Remarques additionnelles

1) Il est apparu lors de la discussion que les rapports de la légende de Véronique dans les textes vernaculaires — pas seulement le poème de Robert de Boron — avec celle du Graal devraient être creusés. Toute suggestion à cet égard serait bienvenue.

2) Sophie Albert m’a signalé la toute récente parution du livre de Suzanne Thiolier-Méjean, La Prise de Jérusalem par l’empereur Vesapasien. Une légende médiévale entre Languedoc et Catalogne, Paris, L’Harmattan, 2012 (Méditerranée médiévale). Il s’agit de l’édition et d’une traduction de versions de la « Vengeance du Sauveur » dans un manuscrit d’oc (XIVe siècle) et deux manuscrits catalans (XIVe--XVe siècles).

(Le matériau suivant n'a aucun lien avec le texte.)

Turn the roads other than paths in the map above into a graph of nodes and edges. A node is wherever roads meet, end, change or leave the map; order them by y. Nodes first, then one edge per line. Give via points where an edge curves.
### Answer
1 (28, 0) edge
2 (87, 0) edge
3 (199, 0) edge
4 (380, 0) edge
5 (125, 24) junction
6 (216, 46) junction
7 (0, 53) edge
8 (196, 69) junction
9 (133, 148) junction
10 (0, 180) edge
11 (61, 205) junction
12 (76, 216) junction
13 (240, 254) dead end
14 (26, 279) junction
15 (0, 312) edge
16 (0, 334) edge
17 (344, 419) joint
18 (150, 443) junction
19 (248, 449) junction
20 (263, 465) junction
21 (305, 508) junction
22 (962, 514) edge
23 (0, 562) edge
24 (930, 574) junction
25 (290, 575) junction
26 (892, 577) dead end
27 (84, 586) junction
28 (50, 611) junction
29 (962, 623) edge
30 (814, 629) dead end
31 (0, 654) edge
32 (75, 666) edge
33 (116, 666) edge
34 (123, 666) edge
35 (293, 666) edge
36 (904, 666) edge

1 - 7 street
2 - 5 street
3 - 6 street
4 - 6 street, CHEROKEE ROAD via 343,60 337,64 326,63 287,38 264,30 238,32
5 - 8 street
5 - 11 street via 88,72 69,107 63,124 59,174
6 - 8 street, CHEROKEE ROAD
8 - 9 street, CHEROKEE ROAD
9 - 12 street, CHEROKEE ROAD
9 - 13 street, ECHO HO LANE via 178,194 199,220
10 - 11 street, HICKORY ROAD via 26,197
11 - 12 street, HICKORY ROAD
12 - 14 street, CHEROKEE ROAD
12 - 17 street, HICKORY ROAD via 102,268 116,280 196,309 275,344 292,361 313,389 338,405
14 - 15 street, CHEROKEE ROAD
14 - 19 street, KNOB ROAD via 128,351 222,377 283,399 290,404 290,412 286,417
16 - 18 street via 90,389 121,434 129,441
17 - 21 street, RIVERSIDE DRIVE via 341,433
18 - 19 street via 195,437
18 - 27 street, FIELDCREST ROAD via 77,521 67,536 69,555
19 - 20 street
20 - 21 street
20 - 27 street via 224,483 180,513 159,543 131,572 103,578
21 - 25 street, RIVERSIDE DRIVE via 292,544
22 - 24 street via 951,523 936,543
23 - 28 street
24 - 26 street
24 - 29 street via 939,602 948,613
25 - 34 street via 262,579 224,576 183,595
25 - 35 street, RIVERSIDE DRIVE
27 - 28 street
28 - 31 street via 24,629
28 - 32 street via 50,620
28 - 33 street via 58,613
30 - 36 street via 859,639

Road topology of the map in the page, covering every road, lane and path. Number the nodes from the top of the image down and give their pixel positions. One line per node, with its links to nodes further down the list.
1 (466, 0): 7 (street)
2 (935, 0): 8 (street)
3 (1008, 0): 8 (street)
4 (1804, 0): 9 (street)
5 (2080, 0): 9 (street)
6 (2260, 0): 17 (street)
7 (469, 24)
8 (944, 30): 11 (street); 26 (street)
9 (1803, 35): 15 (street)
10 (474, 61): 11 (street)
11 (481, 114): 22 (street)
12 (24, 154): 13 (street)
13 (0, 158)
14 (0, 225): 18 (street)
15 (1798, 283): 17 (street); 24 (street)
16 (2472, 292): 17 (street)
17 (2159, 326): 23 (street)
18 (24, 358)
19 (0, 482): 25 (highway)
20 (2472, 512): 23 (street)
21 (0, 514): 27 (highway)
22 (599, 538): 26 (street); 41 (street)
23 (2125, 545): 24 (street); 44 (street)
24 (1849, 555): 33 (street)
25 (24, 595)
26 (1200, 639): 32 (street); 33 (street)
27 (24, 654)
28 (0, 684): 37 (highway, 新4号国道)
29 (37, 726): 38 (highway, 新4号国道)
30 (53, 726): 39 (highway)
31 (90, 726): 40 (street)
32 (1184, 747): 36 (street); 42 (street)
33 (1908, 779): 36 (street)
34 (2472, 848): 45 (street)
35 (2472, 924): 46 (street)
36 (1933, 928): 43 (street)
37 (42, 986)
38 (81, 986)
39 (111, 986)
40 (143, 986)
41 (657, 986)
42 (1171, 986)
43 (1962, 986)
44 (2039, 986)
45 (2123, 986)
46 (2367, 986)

La longue introduction sur la légende de la « Vengeance » (p. 13-88), intéressante, mais que l’on aurait souhaitée plus rigoureuse, accorde peu d’attention à Véronique. En ce qui la concerne, l’auteure s’arrête seulement à un trait légendaire propre à l’Aquitaine : Véronique évangélisatrice de cette région avec son mari saint Amadour, un dossier comportant pas mal de flou chronologique avant le XIVe siècle.